History

United States
- Name: George E. Merrick
- Namesake: George E. Merrick
- Owner: War Shipping Administration (WSA)
- Operator: United States Lines
- Ordered: as type (EC2-S-C1) hull, MC hull 2476
- Awarded: 23 April 1943
- Builder: St. Johns River Shipbuilding Company, Jacksonville, Florida
- Cost: $1,096,218
- Yard number: 40
- Way number: 4
- Laid down: 20 March 1944
- Launched: 4 May 1944
- Sponsored by: Mrs. Louis V. Tallamy
- Completed: 21 May 1944
- Identification: Call sign: WKZZ; ;
- Fate: Laid up in the, Hudson River Reserve Fleet, Jones Point, New York, 22 April 1948; Sold for commercial use, 25 January 1951, removed from fleet, 6 March 1951;

United States
- Name: Saxon
- Owner: Saxon Steamship Co.
- Fate: Sold, 1956

United States
- Name: Saxon
- Owner: Aspin Steamship Co.
- Operator: Isbrandtsen and Co.
- Fate: Sold, 1961

Greece
- Name: Panagia Kounistra
- Owner: Guiadoro Cia. Nav.
- Operator: Zaharias Sitinas
- Fate: Scrapped, 1972

General characteristics
- Class & type: Liberty ship; type EC2-S-C1, standard;
- Tonnage: 10,865 LT DWT; 7,176 GRT;
- Displacement: 3,380 long tons (3,434 t) (light); 14,245 long tons (14,474 t) (max);
- Length: 441 feet 6 inches (135 m) oa; 416 feet (127 m) pp; 427 feet (130 m) lwl;
- Beam: 57 feet (17 m)
- Draft: 27 ft 9.25 in (8.4646 m)
- Installed power: 2 × Oil fired 450 °F (232 °C) boilers, operating at 220 psi (1,500 kPa); 2,500 hp (1,900 kW);
- Propulsion: 1 × triple-expansion steam engine, (manufactured by Filer and Stowell, Milwaukee, Wisconsin); 1 × screw propeller;
- Speed: 11.5 knots (21.3 km/h; 13.2 mph)
- Capacity: 562,608 cubic feet (15,931 m^{3}) (grain); 499,573 cubic feet (14,146 m^{3}) (bale);
- Complement: 38–62 USMM; 21–40 USNAG;
- Armament: Varied by ship; Bow-mounted 3-inch (76 mm)/50-caliber gun; Stern-mounted 4-inch (102 mm)/50-caliber gun; 2–8 × single 20-millimeter (0.79 in) Oerlikon anti-aircraft (AA) cannons and/or,; 2–8 × 37-millimeter (1.46 in) M1 AA guns;

= SS George E. Merrick =

Liberty ship of WWII

SS George E. Merrick was a Liberty ship built in the United States during World War II. She was named after George E. Merrick, a real estate developer who is best known as the planner and builder of the city of Coral Gables, Florida, in the 1920s, one of the first planned communities in the United States.

==Construction==
George E. Merrick was laid down on 20 March 1944, under a Maritime Commission (MARCOM) contract, MC hull 2476, by the St.
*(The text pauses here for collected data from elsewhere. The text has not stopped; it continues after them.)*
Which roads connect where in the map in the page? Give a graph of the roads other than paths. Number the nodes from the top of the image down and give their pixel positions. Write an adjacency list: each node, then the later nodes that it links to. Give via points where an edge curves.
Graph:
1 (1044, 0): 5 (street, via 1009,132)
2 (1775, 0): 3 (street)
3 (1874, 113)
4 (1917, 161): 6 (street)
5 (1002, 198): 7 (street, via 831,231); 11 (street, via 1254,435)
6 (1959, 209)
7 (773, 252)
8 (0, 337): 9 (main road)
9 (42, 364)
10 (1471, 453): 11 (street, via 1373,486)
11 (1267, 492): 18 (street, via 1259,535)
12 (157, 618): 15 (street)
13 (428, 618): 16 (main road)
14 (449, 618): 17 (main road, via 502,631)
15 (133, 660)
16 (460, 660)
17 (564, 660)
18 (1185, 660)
Johns River Shipbuilding Company, Jacksonville, Florida; she was sponsored by Mrs. Louis V. Tallamy, the president of the Ladies Auxiliary for the Harvey Seeds American Legion Post, Miami, and was launched on 4 May 1944.

==History==
She was allocated to the United States Lines, on 21 May 1944. On 2 December 1947, she was laid up in the Hudson River Reserve Fleet, Jones Point, New York. She was sold for commercial use, 25 January 1951, to Saxson Steamship Co. She was removed from the fleet on 6 March 1951. George E. Merrick was renamed Saxon and remained flagged in the US. Saxon was sold to the Aspin Steamship Co. in 1956. In 1961, she was sold to Guiadoro Cia. Nav., and renamed Panaiga Kounistra and reflagged in Greece. She was scrapped in 1972, in Istanbul.